U.S. Stocks Advance Amid Steady But Slower Gain in August Hiring

  • September Fed move considered less likely as payrolls miss
  • S&P 500 posts weekly advance after back-to-back drops

U.S. Adds 151,000 Jobs in August, Jobless Rate at 4.9%

U.S. stocks climbed as August payroll data signaled steady labor-market growth, though not enough to force the Federal Reserve to raise interest rates.

A report showed fewer jobs than forecast were added last month, tempering increased speculation that policy makers could boost borrowing costs as soon as this month. That brought a measure of relief to investors, who boosted utilities, raw-materials and energy shares the most. Crude oil rebounded from a four-day slide. The odds for a rate hike this month briefly dipped as low as 20 percent before climbing back to levels held before the data.

The S&P 500 Index rose 0.4 percent to 2,179.98 at 4 p.m. in New York, halting a three-day decline. Stocks wavered at midday, trimming most of an early rally before recovering in the late afternoon. The Dow Jones Industrial Average gained 72.66 points, or 0.4 percent, to 18,491.96. The Nasdaq Composite Index also increased 0.4 percent. About 5.8 billion shares traded hands on U.S. exchanges, 13 percent below the three-month average. U.S. equity markets are closed on Monday for Labor Day.

“This number is important in whether the Fed hikes in September, and along with the ISM report helps push a September rate hike off the table,” said Jeffrey Kleintop, Charles Schwab Corp.’s chief global investment strategist. “The move in the market is probably related to a little sense of relief that a rate hike will be pushed off. Given the ISM was weaker, some people would’ve been concerned if the Fed went in September.”

Payrolls climbed by 151,000 last month following a 275,000 gain in July that was larger than previously estimated, according to the Labor Department. The median forecast in a Bloomberg survey called for 180,000. The jobless rate and labor participation rate held steady, while wage gains moderated.

While Fed Chair Janet Yellen left the timing of a rate hike open in a speech last week, she said the central bank’s decisions depend on the degree that data “continues to confirm” the outlook. That, and other recent remarks by Fed officials, suggest that job gains need to be merely solid -- rather than extraordinary -- to warrant raising borrowing costs for the first time in 2016.

Richmond Fed President Jeffrey Lacker said Friday the message he took from the August data was that “labor markets are continuing to tighten.” He called the report “reasonably strong.”

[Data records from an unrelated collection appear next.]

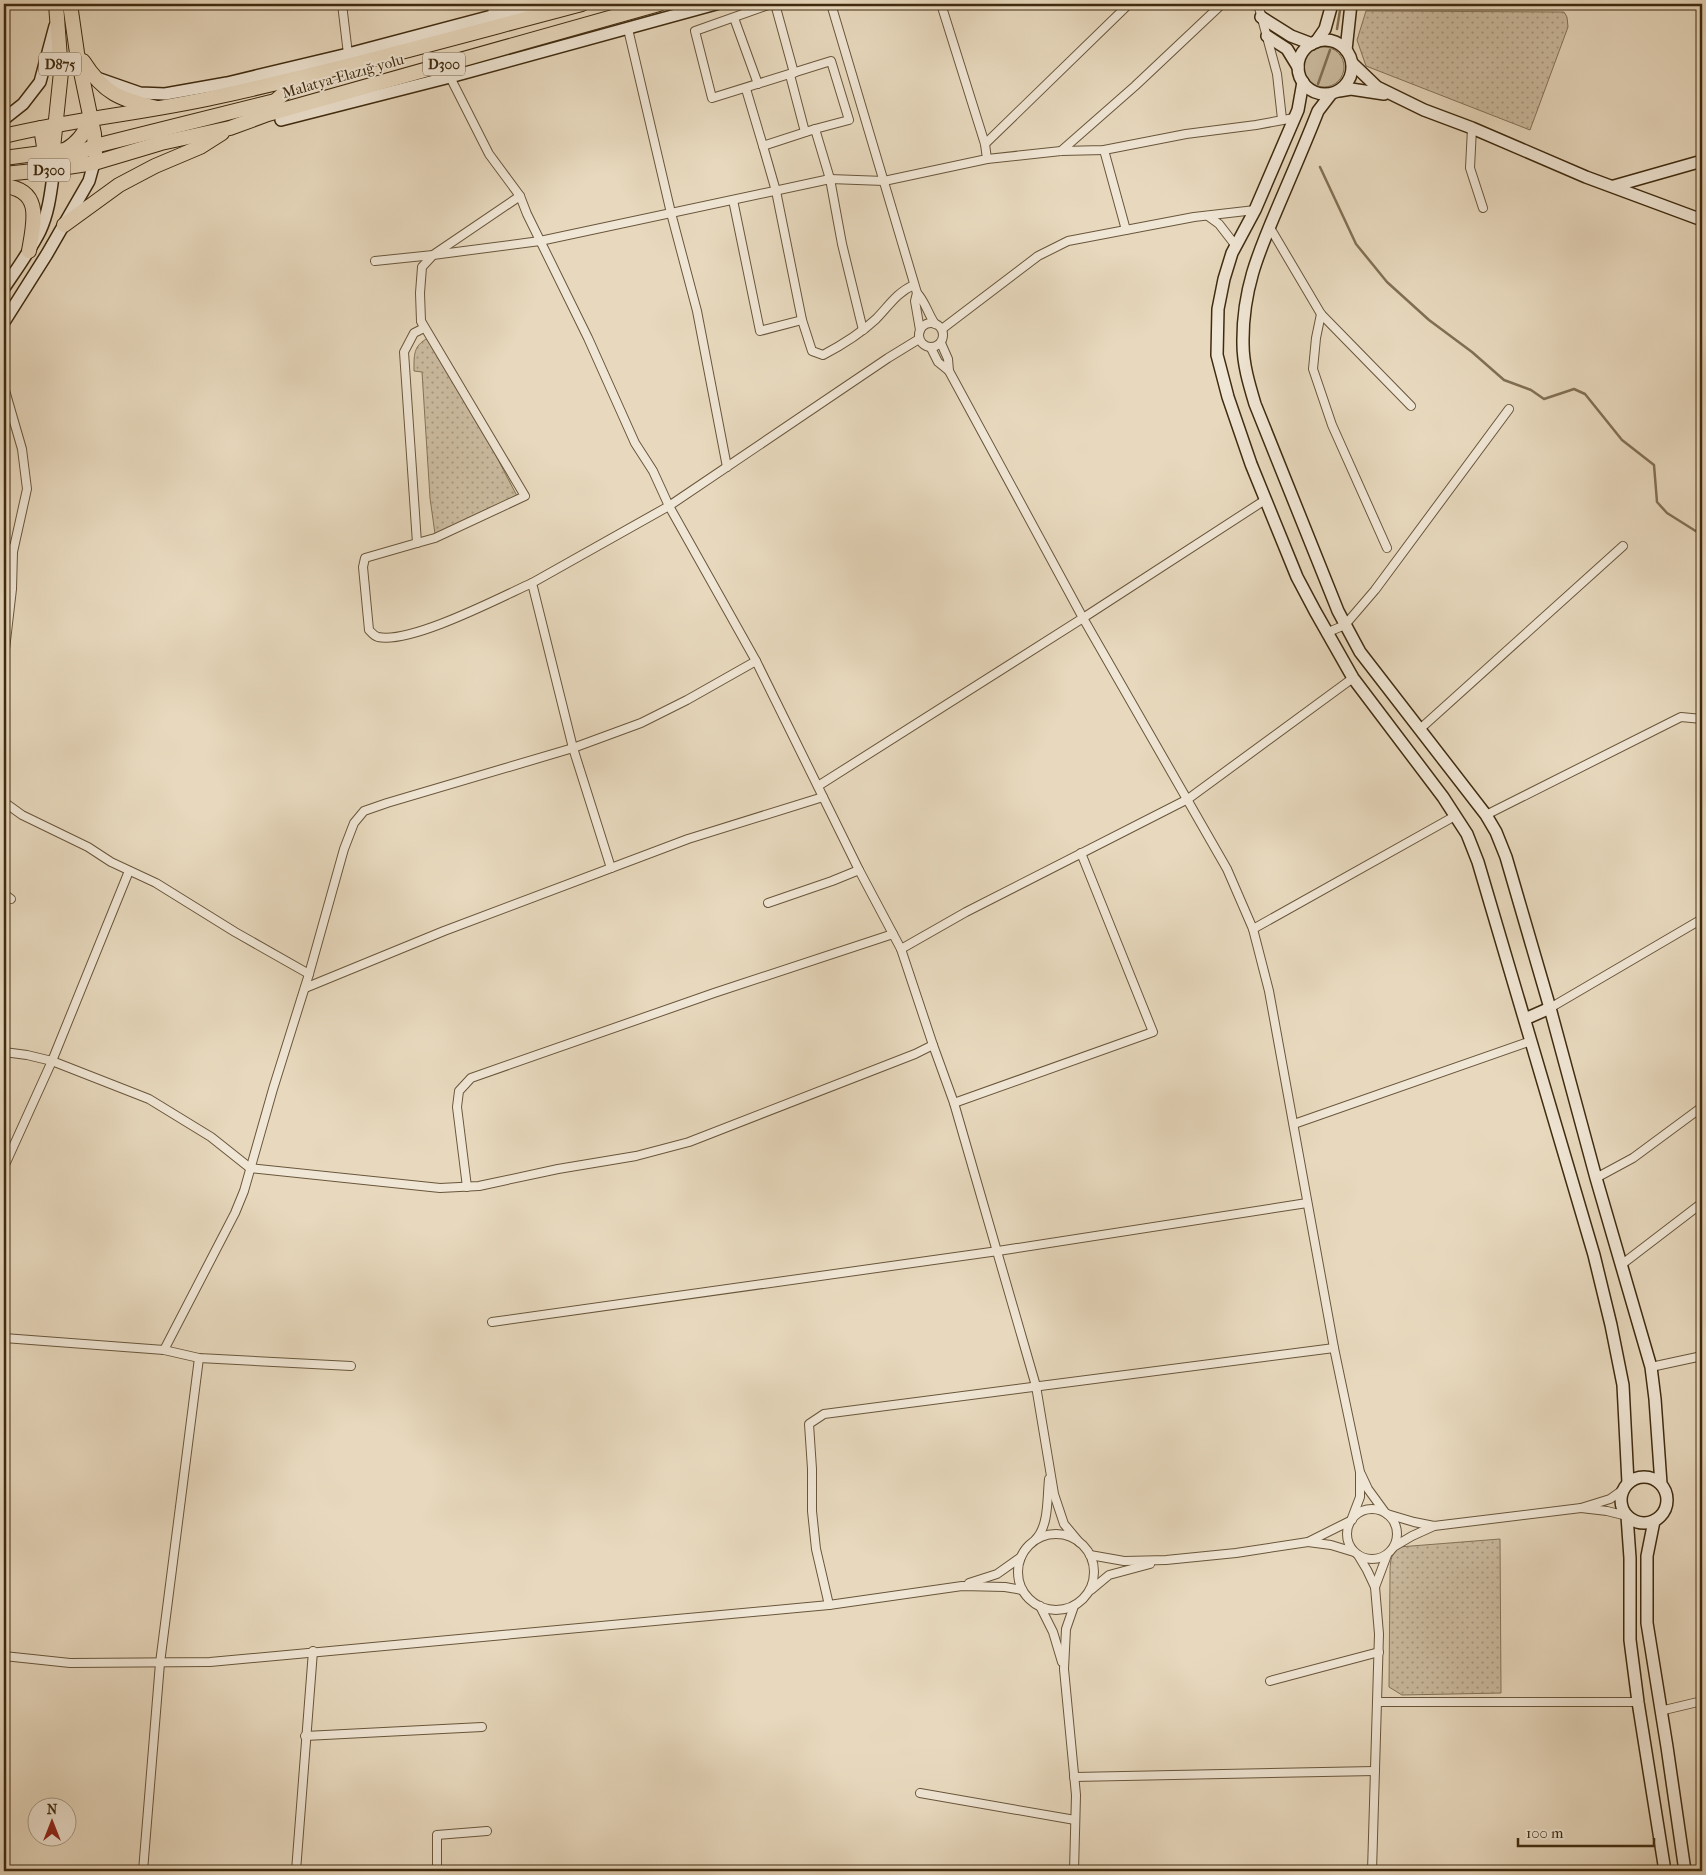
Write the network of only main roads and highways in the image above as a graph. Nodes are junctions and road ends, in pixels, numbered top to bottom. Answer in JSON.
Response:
{"nodes":[{"id":1,"x":70,"y":4,"type":"edge"},
{"id":2,"x":537,"y":4,"type":"edge"},
{"id":3,"x":561,"y":4,"type":"edge"},
{"id":4,"x":582,"y":4,"type":"edge"},
{"id":5,"x":659,"y":4,"type":"edge"},
{"id":6,"x":716,"y":4,"type":"edge"},
{"id":7,"x":1332,"y":4,"type":"edge"},
{"id":8,"x":1351,"y":4,"type":"edge"},
{"id":9,"x":492,"y":9,"type":"edge"},
{"id":10,"x":56,"y":10,"type":"edge"},
{"id":11,"x":1261,"y":17,"type":"road end"},
{"id":12,"x":1267,"y":36,"type":"road end"},
{"id":13,"x":445,"y":40,"type":"junction"},
{"id":14,"x":1314,"y":43,"type":"junction"},
{"id":15,"x":1346,"y":50,"type":"junction"},
{"id":16,"x":77,"y":53,"type":"junction"},
{"id":17,"x":1352,"y":63,"type":"junction"},
{"id":18,"x":1298,"y":67,"type":"junction"},
{"id":19,"x":92,"y":76,"type":"junction"},
{"id":20,"x":304,"y":76,"type":"junction"},
{"id":21,"x":1303,"y":82,"type":"junction"},
{"id":22,"x":1335,"y":92,"type":"junction"},
{"id":23,"x":1388,"y":94,"type":"junction"},
{"id":24,"x":162,"y":109,"type":"junction"},
{"id":25,"x":4,"y":120,"type":"edge"},
{"id":26,"x":91,"y":120,"type":"junction"},
{"id":27,"x":281,"y":120,"type":"joint"},
{"id":28,"x":48,"y":126,"type":"junction"},
{"id":29,"x":230,"y":128,"type":"junction"},
{"id":30,"x":4,"y":136,"type":"edge"},
{"id":31,"x":100,"y":145,"type":"junction"},
{"id":32,"x":49,"y":152,"type":"junction"},
{"id":33,"x":4,"y":158,"type":"edge"},
{"id":34,"x":109,"y":158,"type":"junction"},
{"id":35,"x":1702,"y":161,"type":"edge"},
{"id":36,"x":94,"y":162,"type":"junction"},
{"id":37,"x":54,"y":169,"type":"junction"},
{"id":38,"x":4,"y":174,"type":"edge"},
{"id":39,"x":4,"y":186,"type":"edge"},
{"id":40,"x":1614,"y":186,"type":"junction"},
{"id":41,"x":1702,"y":220,"type":"edge"},
{"id":42,"x":64,"y":225,"type":"junction"},
{"id":43,"x":29,"y":251,"type":"junction"},
{"id":44,"x":4,"y":288,"type":"edge"},
{"id":45,"x":4,"y":322,"type":"edge"},
{"id":46,"x":1550,"y":1008,"type":"junction"},
{"id":47,"x":1525,"y":1019,"type":"junction"},
{"id":48,"x":1661,"y":1484,"type":"junction"},
{"id":49,"x":1626,"y":1486,"type":"junction"},
{"id":50,"x":1627,"y":1516,"type":"junction"},
{"id":51,"x":1654,"y":1521,"type":"junction"},
{"id":52,"x":1665,"y":1871,"type":"edge"},
{"id":53,"x":1685,"y":1871,"type":"edge"}],
"edges":[{"from":1,"to":16,"type":"highway","number":"D875"},
{"from":2,"to":9,"type":"main road"},
{"from":3,"to":13,"type":"main road"},
{"from":4,"to":13,"type":"highway","name":"Malatya-Elazığ yolu","number":"D300"},
{"from":5,"to":29,"type":"highway","name":"Malatya-Elazığ yolu","number":"D300"},
{"from":6,"to":27,"type":"main road"},
{"from":7,"to":14,"type":"main road"},
{"from":8,"to":15,"type":"main road"},
{"from":9,"to":19,"type":"main road"},
{"from":10,"to":25,"type":"main road"},
{"from":10,"to":28,"type":"highway","number":"D875"},
{"from":11,"to":14,"type":"main road"},
{"from":12,"to":18,"type":"main road"},
{"from":13,"to":20,"type":"highway","name":"Malatya-Elazığ yolu","number":"D300"},
{"from":14,"to":15,"type":"main road"},
{"from":14,"to":18,"type":"main road"},
{"from":15,"to":17,"type":"main road"},
{"from":16,"to":19,"type":"highway"},
{"from":16,"to":26,"type":"highway","number":"D875"},
{"from":17,"to":22,"type":"main road"},
{"from":17,"to":23,"type":"main road"},
{"from":18,"to":21,"type":"main road"},
{"from":19,"to":24,"type":"highway"},
{"from":20,"to":24,"type":"highway","name":"Malatya-Elazığ yolu","number":"D300"},
{"from":20,"to":31,"type":"highway"},
{"from":21,"to":22,"type":"main road"},
{"from":21,"to":47,"type":"main road"},
{"from":22,"to":23,"type":"main road"},
{"from":22,"to":46,"type":"main road"},
{"from":23,"to":40,"type":"main road"},
{"from":24,"to":26,"type":"highway","name":"Malatya-Elazığ yolu","number":"D300"},
{"from":26,"to":28,"type":"highway","name":"Malatya-Elazığ yolu","number":"D300"},
{"from":26,"to":31,"type":"highway"},
{"from":26,"to":32,"type":"highway"},
{"from":27,"to":29,"type":"highway"},
{"from":28,"to":30,"type":"highway","number":"D300"},
{"from":28,"to":32,"type":"highway"},
{"from":29,"to":34,"type":"highway","name":"Malatya-Elazığ yolu","number":"D300"},
{"from":29,"to":42,"type":"highway"},
{"from":31,"to":34,"type":"highway"},
{"from":31,"to":36,"type":"highway"},
{"from":31,"to":37,"type":"highway"},
{"from":32,"to":33,"type":"highway"},
{"from":32,"to":37,"type":"highway"},
{"from":34,"to":36,"type":"highway","name":"Malatya-Elazığ yolu","number":"D300"},
{"from":35,"to":40,"type":"main road"},
{"from":36,"to":37,"type":"highway","number":"D300"},
{"from":36,"to":42,"type":"main road"},
{"from":37,"to":38,"type":"highway","number":"D300"},
{"from":37,"to":43,"type":"main road"},
{"from":39,"to":43,"type":"highway"},
{"from":40,"to":41,"type":"main road"},
{"from":42,"to":45,"type":"main road"},
{"from":43,"to":44,"type":"main road"},
{"from":46,"to":47,"type":"main road"},
{"from":46,"to":48,"type":"main road"},
{"from":47,"to":49,"type":"main road"},
{"from":48,"to":49,"type":"main road"},
{"from":48,"to":51,"type":"main road"},
{"from":49,"to":50,"type":"main road"},
{"from":50,"to":51,"type":"main road"},
{"from":50,"to":52,"type":"main road"},
{"from":51,"to":53,"type":"main road"}]}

Even as some saw the lower-than-forecast payroll gains as reason enough for the Fed to stand pat, traders weren’t so sure. Fed-funds futures reflected a 32 percent chance the central bank will boost rates at its September meeting, according to data compiled by Bloomberg. Odds of a December hike are 60 percent.

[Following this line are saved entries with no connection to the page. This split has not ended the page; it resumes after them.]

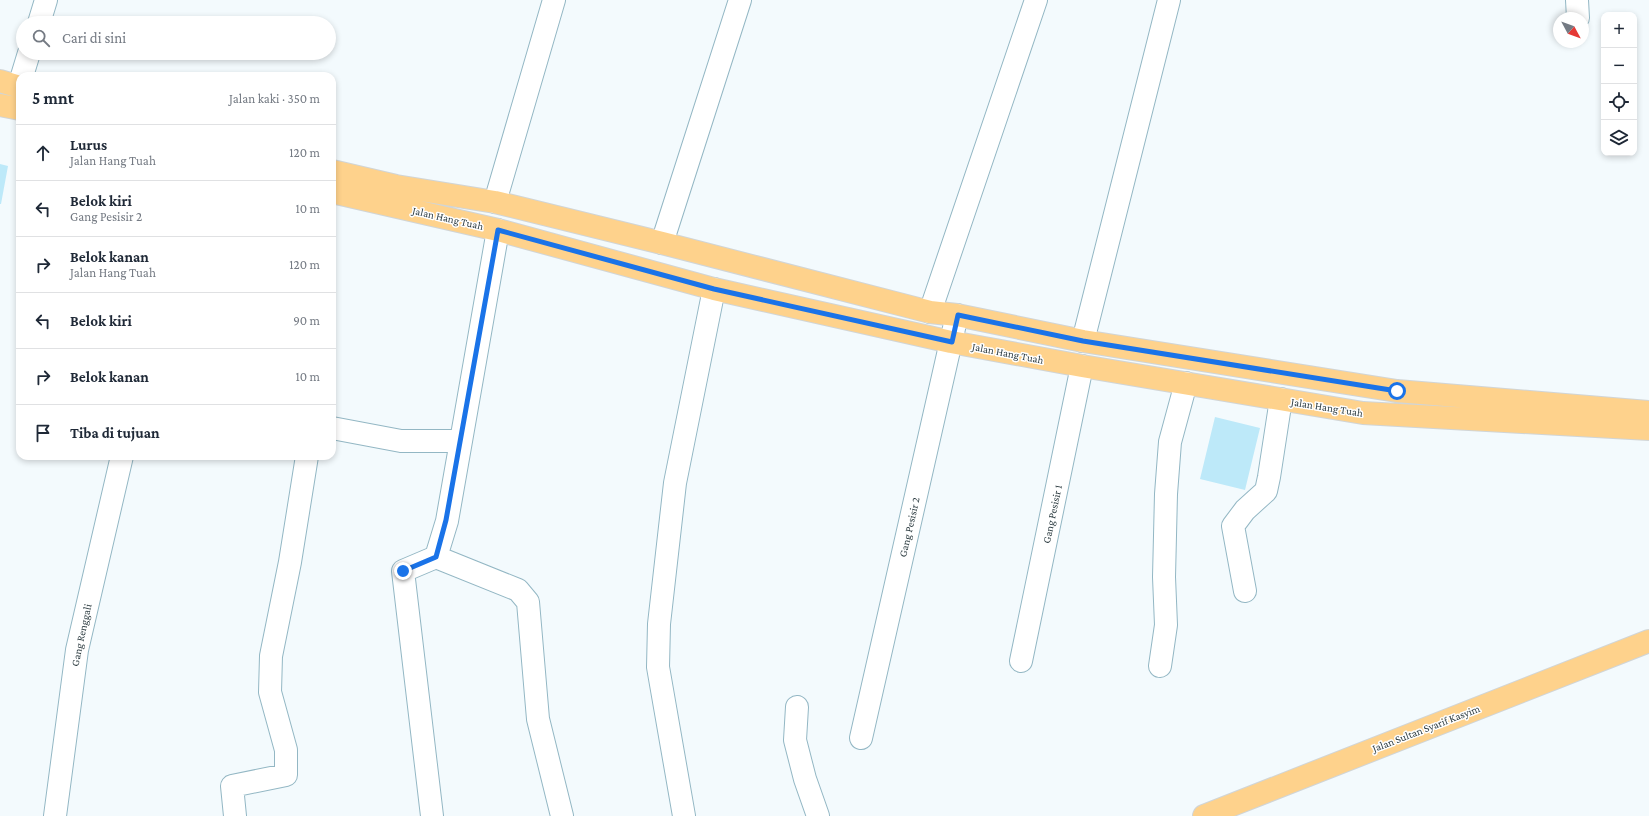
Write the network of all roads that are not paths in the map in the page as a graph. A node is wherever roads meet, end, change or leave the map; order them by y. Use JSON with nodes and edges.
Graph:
{"nodes":[{"id":1,"x":46,"y":0,"type":"edge"},
{"id":2,"x":554,"y":0,"type":"edge"},
{"id":3,"x":740,"y":0,"type":"edge"},
{"id":4,"x":1036,"y":0,"type":"edge"},
{"id":5,"x":1169,"y":0,"type":"edge"},
{"id":6,"x":1577,"y":0,"type":"edge"},
{"id":7,"x":1578,"y":12,"type":"edge"},
{"id":8,"x":41,"y":16,"type":"edge"},
{"id":9,"x":26,"y":60,"type":"edge"},
{"id":10,"x":20,"y":72,"type":"edge"},
{"id":11,"x":0,"y":105,"type":"edge"},
{"id":12,"x":16,"y":108,"type":"edge"},
{"id":13,"x":336,"y":172,"type":"edge"},
{"id":14,"x":336,"y":193,"type":"edge"},
{"id":15,"x":495,"y":202,"type":"junction"},
{"id":16,"x":498,"y":230,"type":"junction"},
{"id":17,"x":662,"y":243,"type":"junction"},
{"id":18,"x":714,"y":289,"type":"junction"},
{"id":19,"x":930,"y":312,"type":"junction"},
{"id":20,"x":958,"y":315,"type":"junction"},
{"id":21,"x":1083,"y":341,"type":"junction"},
{"id":22,"x":952,"y":342,"type":"junction"},
{"id":23,"x":1082,"y":366,"type":"junction"},
{"id":24,"x":1186,"y":383,"type":"junction"},
{"id":25,"x":1281,"y":399,"type":"junction"},
{"id":26,"x":1649,"y":412,"type":"edge"},
{"id":27,"x":336,"y":429,"type":"edge"},
{"id":28,"x":1649,"y":429,"type":"edge"},
{"id":29,"x":460,"y":442,"type":"junction"},
{"id":30,"x":121,"y":460,"type":"edge"},
{"id":31,"x":306,"y":460,"type":"edge"},
{"id":32,"x":436,"y":557,"type":"junction"},
{"id":33,"x":1245,"y":591,"type":"dead end"},
{"id":34,"x":1649,"y":641,"type":"edge"},
{"id":35,"x":1021,"y":662,"type":"dead end"},
{"id":36,"x":1160,"y":666,"type":"dead end"},
{"id":37,"x":797,"y":707,"type":"dead end"},
{"id":38,"x":861,"y":738,"type":"dead end"},
{"id":39,"x":55,"y":816,"type":"edge"},
{"id":40,"x":235,"y":816,"type":"edge"},
{"id":41,"x":432,"y":816,"type":"edge"},
{"id":42,"x":562,"y":816,"type":"edge"},
{"id":43,"x":684,"y":816,"type":"edge"},
{"id":44,"x":818,"y":816,"type":"edge"},
{"id":45,"x":1204,"y":816,"type":"edge"}],
"edges":[{"from":1,"to":8,"type":"street"},
{"from":2,"to":15,"type":"street"},
{"from":3,"to":17,"type":"street"},
{"from":4,"to":19,"type":"street"},
{"from":5,"to":21,"type":"street"},
{"from":6,"to":7,"type":"street"},
{"from":9,"to":10,"type":"street"},
{"from":11,"to":12,"type":"main road"},
{"from":13,"to":15,"type":"main road","name":"Jalan Hang Tuah"},
{"from":14,"to":16,"type":"main road","name":"Jalan Hang Tuah"},
{"from":15,"to":17,"type":"main road","name":"Jalan Hang Tuah"},
{"from":16,"to":18,"type":"main road","name":"Jalan Hang Tuah"},
{"from":16,"to":29,"type":"street"},
{"from":17,"to":19,"type":"main road","name":"Jalan Hang Tuah"},
{"from":18,"to":22,"type":"main road","name":"Jalan Hang Tuah"},
{"from":18,"to":43,"type":"street"},
{"from":19,"to":20,"type":"main road","name":"Jalan Hang Tuah"},
{"from":20,"to":21,"type":"main road","name":"Jalan Hang Tuah"},
{"from":20,"to":22,"type":"street","name":"Gang Pesisir 2"},
{"from":21,"to":26,"type":"main road","name":"Jalan Hang Tuah"},
{"from":22,"to":23,"type":"main road","name":"Jalan Hang Tuah"},
{"from":22,"to":38,"type":"street","name":"Gang Pesisir 2"},
{"from":23,"to":24,"type":"main road","name":"Jalan Hang Tuah"},
{"from":23,"to":35,"type":"street","name":"Gang Pesisir 1"},
{"from":24,"to":25,"type":"main road","name":"Jalan Hang Tuah"},
{"from":24,"to":36,"type":"street"},
{"from":25,"to":28,"type":"main road","name":"Jalan Hang Tuah"},
{"from":25,"to":33,"type":"street"},
{"from":27,"to":29,"type":"street"},
{"from":29,"to":32,"type":"street"},
{"from":30,"to":39,"type":"street","name":"Gang Renggali"},
{"from":31,"to":40,"type":"street"},
{"from":32,"to":41,"type":"street"},
{"from":32,"to":42,"type":"street"},
{"from":34,"to":45,"type":"main road","name":"Jalan Sultan Syarif Kasyim"},
{"from":37,"to":44,"type":"street"}]}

“There’s no question that the number lowers the odds of a September rate hike, but I wouldn’t say it’s been completely taken off the table,” said Matt Maley, an equity strategist in New York at Miller Tabak & Co LLC. “It doesn’t seem like currency and credit markets have taken September off the table yet.”

With today’s climb, the S&P 500 gained 0.5 percent this week, after ending in the red for the prior two. Since the gauge reached a record in mid-August, it’s been stuck in neutral amid Fed rate-hike speculation and lackluster economic data, including a reading yesterday showing manufacturing activity contracted last month. The benchmark index hasn’t seen a 1 percent move in either direction for 40 days, the longest such streak in more than two years.

August employment reports tend to miss economist estimates, and that’s typically been bad news for equities. Since 1996, 15 out of 19 releases have trailed forecasts, data compiled by Bloomberg show. When they did, the S&P 500 Index fell an average 0.4 percent, compared with a mean increase of 0.1 percent for all payrolls days.

In Friday’s trading, utilities, energy, raw-materials and consumer-staples shares were the strongest among the S&P 500’s main industries, rising at least 0.6 percent. Health-care and consumer-discretionary companies, lagged, little changed for the session.

The CBOE Volatility Index fell 11 percent, the most in two months, to 11.98. The measure of market turbulence known as the VIX declined for just the second time in 10 sessions, dropping after a late-August surge sent it to the biggest monthly jump in a year.

Energy producers snapped a three-day losing streak as West Texas Intermediate crude futures gained 3 percent to $44.44 a barrel. Russian President as Vladimir Putin said he’d like Russia and OPEC to reach an oil output freeze apart from Iran. Anadarko Petroleum Corp. and Apache Corp. rose more than 3 percent.

Among shares moving on corporate news, Lululemon Athletica Inc. fell 11 percent, the most since December. Its forecast missed some estimates, sparking concern about slowing demand and competition in athletic apparel.

Carnival Corp. lost 4.7 percent, the most in two months, after Morgan Stanley downgraded the shares to the equivalent of sell from neutral. Royal Caribbean Cruises Ltd. fell 3.7 percent to halt its longest winning streak in five weeks.